# Zucchini in Olive Oil



## yummyrecipe (Jun 6, 2007)

:bounce:Zucchini in Olive Oil:bounce:

2 medium zucchini
1 medium tomato, peeled and diced
1 small yellow potato, diced
1 small carrot, diced
1 large onion, sliced
2 garlic cloves, sliced
1/3 cup water
50 ml olive oil, half for cooking, the other half for after
2 tbsp lemon juice
1 tbsp sugar
1/2 tsp salt

Garnish:
1/4 cup fresh dill and/or parsley, chopped

Sauté the onion with olive oil and salt for 5 minutes. Add the garlic, carrot and potato, and cook for about 5 minutes on low heat.
Cut off both ends of the zucchinis, peel them and cut into small pieces.
Add them in them pot, add tomato, sugar, lemon juice and water (actually there is no need for water if tomato is juicy). Cover the lid and cook for about 15 minutes.

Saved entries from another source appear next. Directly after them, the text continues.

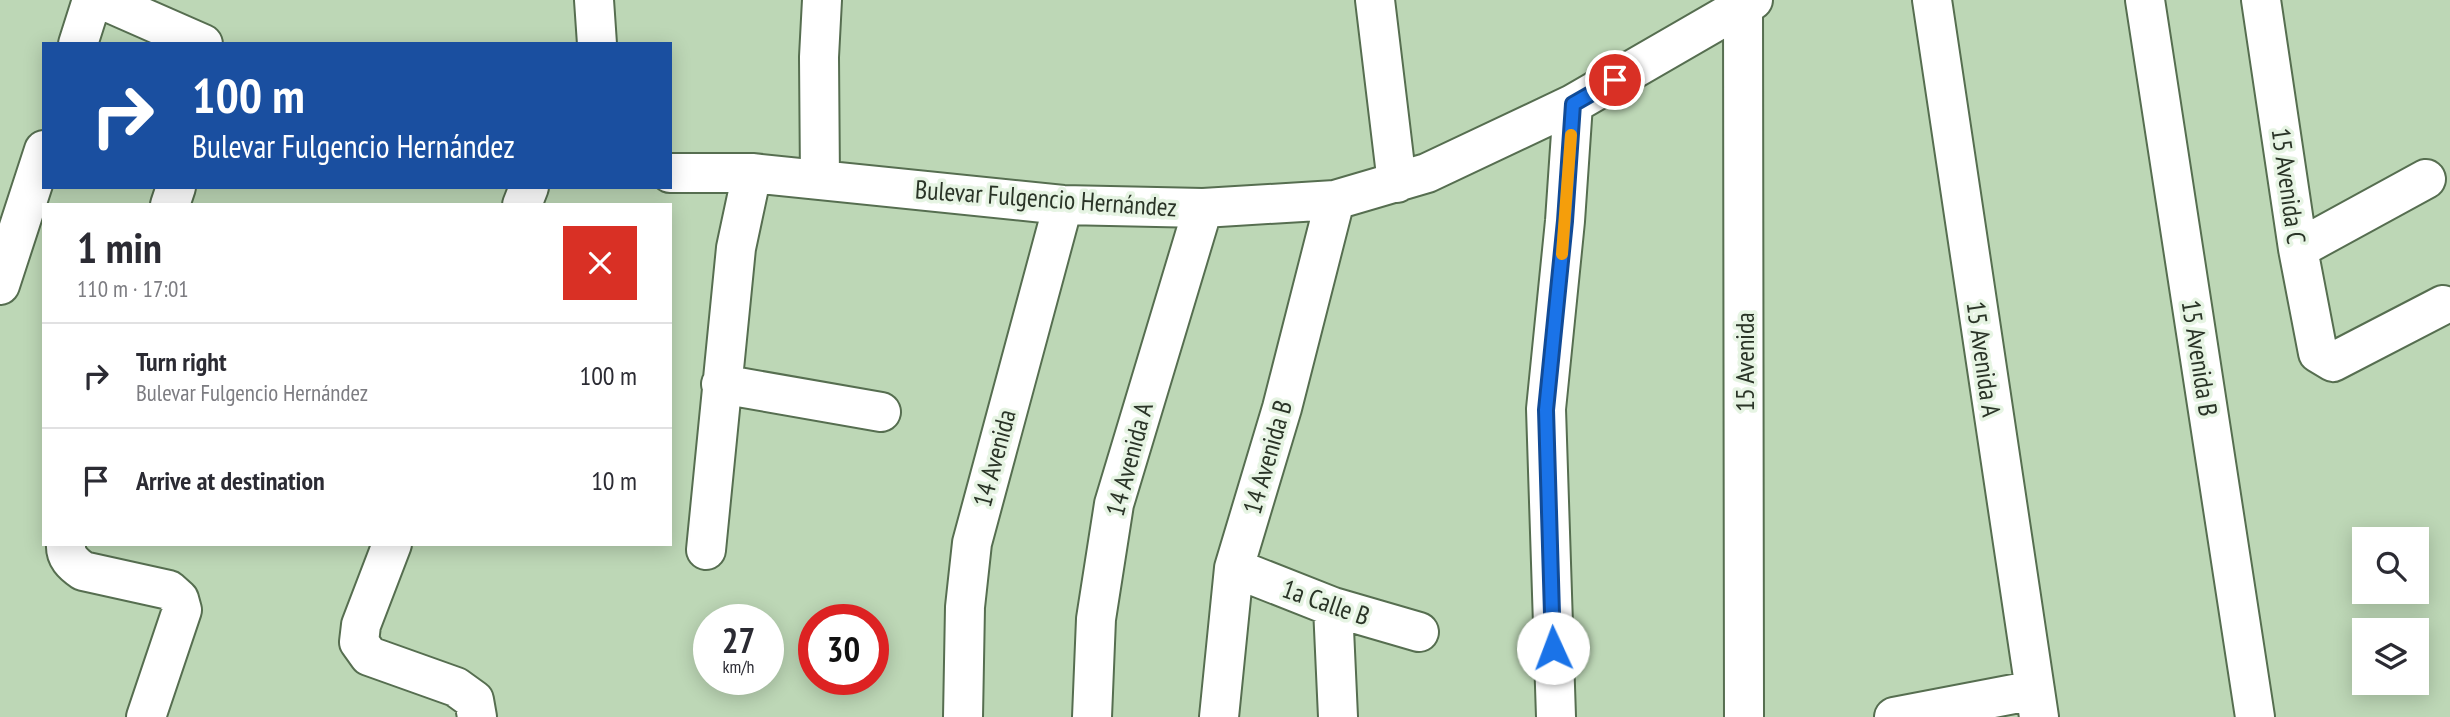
<!DOCTYPE html>
<html lang="en">
<head>
<meta charset="utf-8">
<style>
  :root { --surface:#fff; --page:#f7f7f7; --text:#2b2b33; --muted:#7c7c81; --line:#e1e1e2 }
  body { margin:0; font-family:"PT Sans Narrow",sans-serif; background:var(--page); color:var(--text); height:100vh; display:flex; flex-direction:column; font-size:26px; white-space:nowrap }
  * { box-sizing:border-box; margin:0 }
  p { font-size:23px; color:var(--muted) }
  .icon { flex:none; width:38px; height:38px; fill:none; stroke:currentColor; stroke-width:2; stroke-linecap:round; stroke-linejoin:round }
  .map { position:relative; flex:1; overflow:hidden }
  .panel { position:absolute; left:42px; top:203px; width:630px; height:343px; display:flex; flex-direction:column; background:var(--surface); border-radius:0px; box-shadow:0 4px 18px #0003 }
  .panel>* { flex:none }
  .hud { position:absolute; left:42px; top:42px; width:630px; height:147px; border-radius:0px; box-shadow:0 4px 18px #0003; background:#1a4fa0; color:#fff; overflow:hidden }
  .tools { position:absolute; left:2352px; top:527px; display:grid; gap:14px }
  .tools a { display:grid; place-items:center; width:77px; height:77px; border-radius:0px; background:var(--surface); box-shadow:0 4px 18px #0003; font-size:35px }
  .speed { position:absolute; left:693px; top:604px; display:flex; gap:14px; font-size:35px; font-weight:700; text-align:center }
  .speed>* { display:grid; place-content:center; width:91px; height:91px; border-radius:50%; background:var(--surface); box-shadow:0 4px 18px #0003; line-height:1 }
  .speed small { font-size:18px; font-weight:400 }
  .speed .limit { border:10px solid #d22; background:#fff; color:#111 }
  .pin { position:absolute; display:grid; place-items:center; width:60px; height:60px; color:#fff; margin:-30px; border:4px solid #fff; border-radius:50%; box-shadow:0 2px 7px #0007 }
  .me { position:absolute; width:77px; margin:-38px; rotate:358deg; stroke-linejoin:round; filter:drop-shadow(0 0 5px #0008) }
  .turn { display:flex; align-items:center; gap:24px; height:147px; padding:0 35px; font-size:32px }
  .turn .icon { width:91px; height:91px; stroke-width:2.5 }
  .turn b { display:block; font-size:49px; line-height:60px }
  .round { display:grid; place-items:center; flex:none; width:74px; height:74px; border-radius:0px; background:var(--page) }
  .summary { display:flex; align-items:center; justify-content:space-between; height:119px; padding:0 35px }
  h1 { font-size:42px; font-weight:700; line-height:52px }
  ul { padding:0; list-style:none }
  li { display:flex; align-items:center; gap:21px; height:105px; padding:0 35px; border-top:2px solid var(--line) }
  li div { flex:1 }
  li b { display:block; font-size:26px }
  li em { font-style:normal }
  .map>svg:first-child { display:block }
  .lines { fill:none; stroke-linecap:round; stroke-linejoin:round }
  .minor-casing { stroke:#566e50; stroke-width:42 }
  .minor { stroke:#fff; stroke-width:38 }
  .route-casing { stroke:#114b97; stroke-width:18 }
  .route { stroke:#1a73e8; stroke-width:12 }
  .slow { stroke:#f59e0b; stroke-width:12 }
  .labels { text-anchor:middle; dominant-baseline:central; stroke-width:7; stroke-linejoin:round; paint-order:stroke }
  .street-label { font-size:26px; fill:#2a3427; stroke:#e6f4e3 }
</style>
</head>
<body>
<div class="map">
<svg width="2450" height="717" viewBox="0 0 2450 717">
  <rect width="100%" height="100%" fill="#bdd7b6"/>
  <g class="lines">
    <defs>
      <path id="minor" d="M103 0 203 44
        M594 0 597 44
        M1375 0 1397 183
        M1932 0 2039 717
        M2145 0 2255 717
        M2261 0 2298 249 2318 353 2333 362 2443 305
        M1743 6 1744 717
        M78 44 92 0
        M670 173H752L1063 205 1203 208 1335 200 1427 173 1573 104 1753 0
        M820 180 819 57 822 0
        M170 205 176 187
        M522 205 529 187
        M2298 249 2426 179
        M0 285 44 150
        M721 384 881 412
        M66 544C65 557 73 564 83 571L169 590 179 599 182 610 146 717
        M392 544 361 625 359 642 369 656 456 687 474 700 477 717
        M706 550 736 248 752 173
        M1234 568 1333 607 1419 632
        M1333 607 1338 717
        M963 717 965 607 972 543 1063 205
        M1092 717 1096 619 1114 504 1203 208
        M1219 717 1234 568 1282 408 1335 200
        M1556 717 1546 409 1565 221 1573 104
        M1894 717 2035 690"/>
    </defs>
    <use href="#minor" class="minor-casing"/>
    <use href="#minor" class="minor"/>
  </g>
  <g class="lines">
    <defs>
      <path id="route" d="M1553 648 1546 410 1565 221 1573 104 1615 80"/>
    </defs>
    <use href="#route" class="route-casing"/>
    <use href="#route" class="route"/>
    <path class="slow" d="M1562 254 1571 135"/>
  </g>
  <g class="labels">
    <g class="street-label">
      <text transform="translate(2289 186) rotate(82)">15 Avenida C</text>
      <text transform="translate(1046 198) rotate(4)">Bulevar Fulgencio Hernández</text>
      <text transform="translate(2200 358) rotate(81)">15 Avenida B</text>
      <text transform="translate(1984 359) rotate(82)">15 Avenida A</text>
      <text transform="translate(1744 362) rotate(-90)">15 Avenida</text>
      <text transform="translate(1267 457) rotate(-74)">14 Avenida B</text>
      <text transform="translate(994 458) rotate(-75)">14 Avenida</text>
      <text transform="translate(1129 459) rotate(-75)">14 Avenida A</text>
      <text transform="translate(1326 602) rotate(19)">1a Calle B</text>
    </g>
  </g>
</svg>
<div class="tools">
<a><svg class="icon" aria-label="search" viewBox="0 0 24 24"><circle cx="10" cy="10" r="6"/><path d="M15 15l6 6"/></svg></a>
<a><svg class="icon" aria-label="layers" viewBox="0 0 24 24"><path d="M12 4l9 5-9 5-9-5zM3 14l9 5 9-5"/></svg></a>
</div>
<div class="speed"><div>27<small>km/h</small></div><div class="limit">30</div></div>
<div class="pin" style="left:1615px;top:80px;background:#d93025"><svg class="icon" aria-label="arrive" viewBox="0 0 24 24"><path d="M6 21V4h12l-3 4 3 4H6"/></svg></div>
<svg class="me" style="left:1553px;top:648px" viewBox="-20 -20 40 40"><circle r="19" fill="#fff"/><path d="M0-13L10 11 0 6-10 11z" fill="#1a73e8"/></svg>
<div class="hud">
<div class="turn"><svg class="icon" aria-label="right" viewBox="0 0 24 24"><path d="M7 20v-9h11M14 6l5 5-5 5"/></svg><div><b>100 m</b>Bulevar Fulgencio Hernández</div></div>
</div>
<section class="panel">
<div class="summary"><div><h1>1 min</h1><p>110 m · 17:01</p></div><a class="round" style="background:#d93025;color:#fff"><svg class="icon" aria-label="close" viewBox="0 0 24 24"><path d="M6 6l12 12M18 6L6 18"/></svg></a></div>
<ul>
<li><svg class="icon" aria-label="right" viewBox="0 0 24 24"><path d="M7 20v-9h11M14 6l5 5-5 5"/></svg><div><b>Turn right</b><p>Bulevar Fulgencio Hernández</p></div><em>100 m</em></li>
<li><svg class="icon" aria-label="arrive" viewBox="0 0 24 24"><path d="M6 21V4h12l-3 4 3 4H6"/></svg><div><b>Arrive at destination</b></div><em>10 m</em></li>
</ul>
</section>
</div>
</body>
</html>
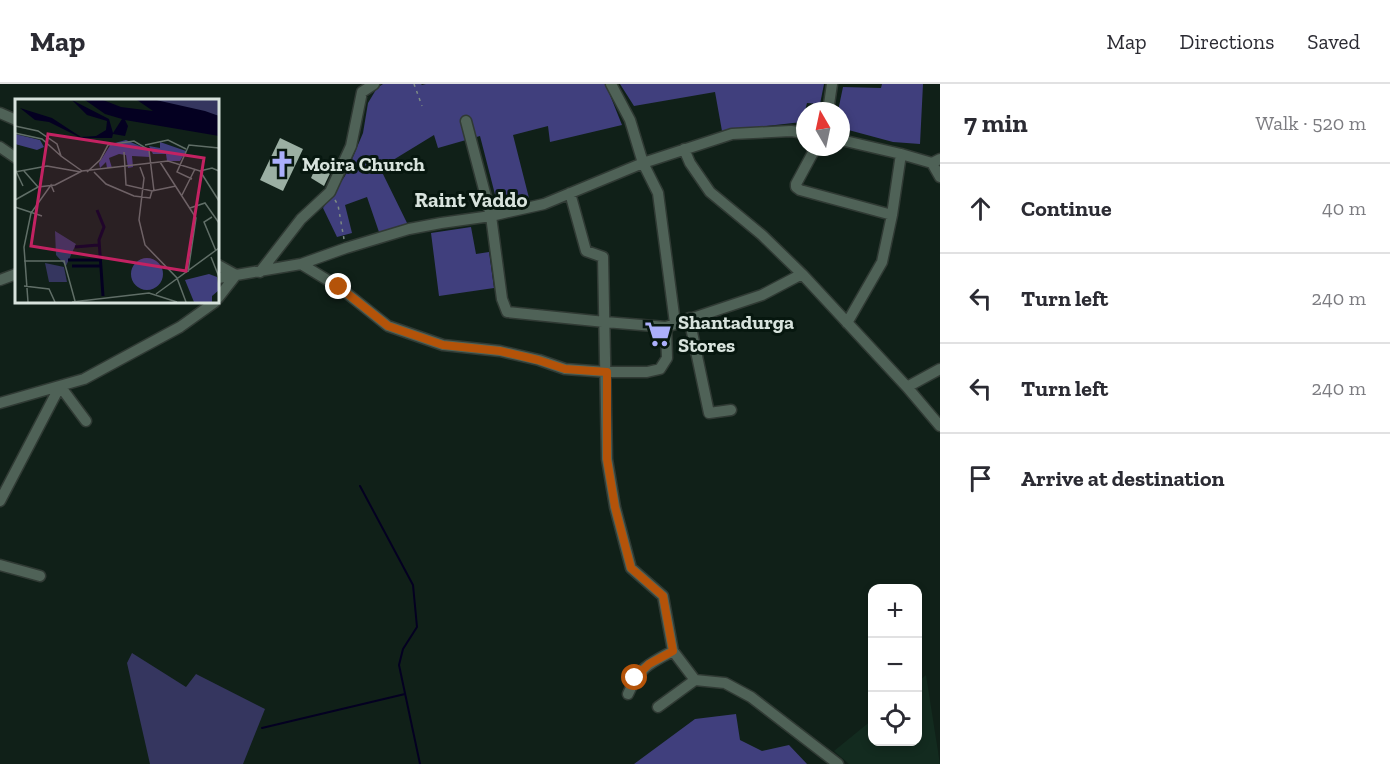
<!DOCTYPE html>
<meta charset="utf-8">
<style>
body{margin:0;font-family:"Zilla Slab",serif;background:#f7f7f7;color:#2b2b33}
.controls{position:absolute;right:18px;bottom:18px;display:grid;overflow:hidden;border-radius:12px;box-shadow:0 3px 9px #0003}
.controls button{width:54px;height:54px;display:grid;place-items:center;padding:0;border:0;border-bottom:2px solid #e1e1e2;background:#fff;color:#2b2b33;font:30px sans-serif}
.compass{position:absolute;left:796px;top:18px;width:54px;height:54px;border-radius:50%;background:#fff;box-shadow:0 3px 9px #0003;rotate:351deg}
.stop{position:absolute;width:18px;height:18px;margin:-14px;border:4px solid #b45309;border-radius:50%;background:#fff}
.stop.end{background:#b45309;border-color:#fff;box-shadow:0 2px 6px #0008}
.list{margin:0;padding:0;list-style:none}
h2{display:flex;justify-content:space-between;align-items:center;height:78px;margin:0;padding:0 24px;font-size:26px}
h2 small{font-size:20px;font-weight:400;color:#7c7c81}
.list li{display:grid;grid-template-columns:39px 1fr auto;gap:18px;align-items:center;box-sizing:border-box;height:90px;padding:0 24px;border-top:2px solid #e1e1e2}
.list b{display:block;font-size:22px;white-space:nowrap}
.list em{font-size:20px;font-style:normal;color:#7c7c81}
.icon{flex:none;width:33px;height:33px;fill:none;stroke:currentColor;stroke-width:2;stroke-linecap:round;stroke-linejoin:round}
.map{position:relative;flex:none;width:940px;height:680px;overflow:hidden}
header{display:flex;align-items:center;gap:36px;box-sizing:border-box;height:84px;padding:0 30px;background:#fff;border-bottom:2px solid #e1e1e2}
header strong{font-size:28px}
nav{display:flex;gap:33px;margin-inline-start:auto;font-size:21px}
main{display:flex}
aside{flex:1;background:#fff}
.map>svg:first-child{display:block}
.built{fill:#132b1f}
.green{fill:#35365f}
.forest{fill:#403f7d}
.lines{fill:none;stroke-linecap:round;stroke-linejoin:round}
.stream{stroke:#040021;stroke-width:2}
.building{fill:#9bafa3}
.minor-casing{stroke:#303a34;stroke-width:13}
.path{stroke:#7d8b84;stroke-width:1.5;stroke-dasharray:3 4.5;stroke-linecap:butt}
.minor{stroke:#4f6257;stroke-width:10}
.route{stroke:#b45309;stroke-width:8}
.labels{text-anchor:middle;dominant-baseline:central;stroke-width:6;stroke-linejoin:round;paint-order:stroke}
.poi-label{font-size:20px;font-weight:bold;fill:#d8e3dd;stroke:#07170f;text-anchor:start}
.neighbourhood-label{font-size:21px;font-weight:bold;fill:#d8e3dd;stroke:#07170f}
.inset-river{fill:none;stroke:#040021;stroke-width:3}
.inset-road{fill:none;stroke:#606e67;stroke-width:1.5}
.view{fill:#c32262;fill-opacity:0.15;stroke:#c32262;stroke-width:3}
.inset-edge{fill:none;stroke:#d8e3dd;stroke-width:3}
</style>
<header>
<strong>Map</strong>
<nav><a>Map</a><a>Directions</a><a>Saved</a></nav>
</header>
<main>
<div class="map">
<svg width="940" height="680" viewBox="0 0 940 680">
<rect width="100%" height="100%" fill="#102018"/>
<!-- built -->
<path class="built" d="M926 591 940 680H849L834 667 872 636V658H918V598Z"/>
<!-- green -->
<path class="green" d="M132 569 186 603 196 590 265 625 243 680H150L127 579Z"/>
<!-- forest -->
<path class="forest" d="M383 0H421L422 1 426 0H605L606 1 622 41 550 58 548 42 513 51 530 118 499 126 480 52 438 64 434 51 380 84 408 141 379 148 367 113 345 121 352 149 337 153 323 124 345 92 363 49 368 19 377 4Z
M620 0H824L820 20 807 19 802 38 722 47 715 8 634 22Z
M882 0H923L920 60 893 58 841 44V27H838L843 3 881 4Z
M471 143 476 170 489 168 494 204 439 212 431 149Z
M736 630 740 656 762 667 789 661 807 680H634L695 635Z"/>
<g class="lines">
<!-- stream -->
<path class="stream" d="M360 402 413 501 417 543 403 565 399 581 420 680
M262 644 405 610"/>
</g>
<!-- building -->
<path class="building" d="M280 54 303 65 283 107 260 96Z
M319 76 333 83 324 102 311 94Z"/>
<g class="lines">
<defs>
<path id="minor" d="M611 0 630 36 643 79 658 109 675 239
M828 27 832 0
M0 29 16 36
M466 37 491 132 502 215 507 228 605 238 666 243 762 211 802 190
M841 56 901 70 932 79 940 75
M0 63 16 74
M816 63 796 100V103L800 106 892 131
M684 65 690 79 710 108 762 151 802 190 907 303 940 342
M932 79 940 93
M570 109 586 167 603 173 607 375 615 423 631 484 663 512 673 567 695 596 725 599 751 613 838 680
M301 180 339 203 388 242 443 261 500 267 539 276 565 285 607 288H647L660 285 667 274 666 243
M218 181 236 191
M260 188 301 135 330 108 351 62 362 8 374 0
M218 194 236 191
M0 196 16 190
M218 214 236 191 301 180 346 164 409 145 441 139 491 132 544 120 643 79 732 50 791 47 805 49
M689 234 709 329 731 326
M847 239 882 178 892 131 901 70
M907 303 940 285
M0 319 84 295 180 243 215 218
M0 417 60 302 86 337
M0 481 40 492
M628 610C639 584 648 580 673 567
M658 623 695 596"/>
</defs>
<!-- minor casing -->
<use href="#minor" class="minor-casing"/>
<!-- path -->
<path class="path" d="M414 0 422 22
M335 116 338 121 344 155"/>
<!-- minor -->
<use href="#minor" class="minor"/>
</g>
<g class="lines">
<!-- route -->
<path class="route" d="M339 203 388 242 443 261 500 267 538 276 565 285 607 288V375L615 423 631 484 663 512 673 567 649 580 635 594"/>
</g>
<!-- icons -->
<defs>
<symbol id="church-bare" viewBox="-9 -9 18 18"><path d="M-1.2-6h2.4v3.5h3.3v2.4h-3.3V6h-2.4V-.1h-3.3v-2.4h3.3Z" fill="#abaffb" stroke="#07170f" stroke-width="2.5" paint-order="stroke"/></symbol>
<symbol id="supermarket-bare" viewBox="-9 -9 18 18"><path d="M-6-5.5h2.5l.6 2H6L4.5 2H-2.5L-4.4-4H-6ZM-1.5 3.2a1.3 1.3 0 1 0 .1 0ZM3 3.2a1.3 1.3 0 1 0 .1 0Z" fill="#abaffb" stroke="#07170f" stroke-width="2.5" paint-order="stroke"/></symbol>
</defs>
<g fill-rule="evenodd">
<use href="#church-bare" x="263" y="61" width="38" height="38"/>
<use href="#supermarket-bare" x="639" y="231" width="38" height="38"/>
</g>
<g class="labels">
<!-- poi labels -->
<g class="poi-label">
<text x="302" y="80">Moira Church</text>
<text x="678" y="238">Shantadurga<tspan x="678" dy="23">Stores</tspan></text>
</g>
<!-- neighbourhood labels -->
<g class="neighbourhood-label">
<text x="471" y="115">Raint Vaddo</text>
</g>
</g>
<!-- overview -->
<g transform="translate(15 15)">
<rect width="204" height="204" fill="#102018"/>
<path d="M141 1H204V17L154 6ZM40 132 61 145 51 167 41 156ZM30 164 49 168 52 183H34Z" fill="#35365f"/>
<path d="M0 35 25 41 29 48 22 51 0 45ZM111 41 134 51 135 58 117 57 118 68 113 69 111 56 104 55 94 59 97 69H92L91 63 85 69 84 64 96 45ZM145 43 171 52 165 62H152L151 55H138L134 47 145 49ZM116 175a16 16 0 1 1 32 0a16 16 0 1 1-32 0ZM194 175 202 178 204 191 197 197V203H179L170 181Z" fill="#403f7d"/>
<path d="M57 1 94 20 98 34 107 20 90 15 70 1H88L106 8 138 12 122 1H141L190 12 204 17V37L110 21 113 27 110 37 98 35 97 39H66L34 23 20 21 5 9 37 19 66 38 81 37 91 31 92 22 72 16Z" fill="#040021"/>
<path class="inset-river" d="M82 111 89 128 84 141 88 197M60 148 83 146M53 161H85M57 167H85"/>
<path class="inset-road" d="M0 27 23 32 42 45 46 57 67 72M0 34 27 40 46 57M130 46 153 41 171 50M109 53 111 86 137 92 161 87M145 63 181 119 173 173M125 68 129 79 124 121 130 146 162 179 171 203M0 70 8 87M9 72 23 88M185 72 204 102M0 73 32 67 66 73M72 73 85 61 93 46 119 42 134 51 139 92M79 73 91 85 119 97 135 99 137 92M177 80 162 73 174 46 204 49M167 96 180 70M0 101 23 88 40 86 67 72 153 62 185 72 197 69 204 72M0 108 27 117M175 109 190 104 204 124M197 118 189 123 201 152M196 158 204 178M9 162H49L60 202M9 187 34 190 40 203M141 195 204 149M13 203 9 148 16 114 36 86 39 93M57 203 134 194 162 203"/>
<path class="view" d="M33 35 189 59 171 172 16 147Z"/>
<rect width="204" height="204" class="inset-edge"/>
</g>
</svg>
<div class="controls">
<button>+</button>
<button>−</button>
<button><svg class="icon" aria-label="locate" viewBox="0 0 24 24"><circle cx="12" cy="12" r="6"/><path d="M12 2v4M12 18v4M2 12h4M18 12h4"/></svg></button>
</div>
<svg class="compass" viewBox="-18 -18 36 36"><path d="M0-13l5 13h-10z" fill="#e53935"/><path d="M0 13l5-13h-10z" fill="#7c7c81"/></svg>
<div class="stop" style="left:635px;top:594px"></div>
<div class="stop end" style="left:339px;top:203px"></div>
</div>
<aside>
<h2>7 min<small>Walk · 520 m</small></h2>
<ul class="list">
<li><svg class="icon" aria-label="ahead" viewBox="0 0 24 24"><path d="M12 20V5M6 11l6-6 6 6"/></svg><div><b>Continue</b></div><em>40 m</em></li>
<li><svg class="icon" aria-label="left" viewBox="0 0 24 24"><path d="M17 20v-9H6M10 6l-5 5 5 5"/></svg><div><b>Turn left</b></div><em>240 m</em></li>
<li><svg class="icon" aria-label="left" viewBox="0 0 24 24"><path d="M17 20v-9H6M10 6l-5 5 5 5"/></svg><div><b>Turn left</b></div><em>240 m</em></li>
<li><svg class="icon" aria-label="arrive" viewBox="0 0 24 24"><path d="M6 21V4h12l-3 4 3 4H6"/></svg><div><b>Arrive at destination</b></div></li>
</ul>
</aside>
</main>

Place on a service plate. Pour the rest of olive oil on top and sprinkle chopped dill and/or parsley. Serve when cold.


----------



## ishbel (Jan 5, 2007)

I've never peeled courgettes, don't they just disintegrate into mush?


----------



## yummyrecipe (Jun 6, 2007)

It is also OK.
But if you peel them you should cook them for a shorter time.


----------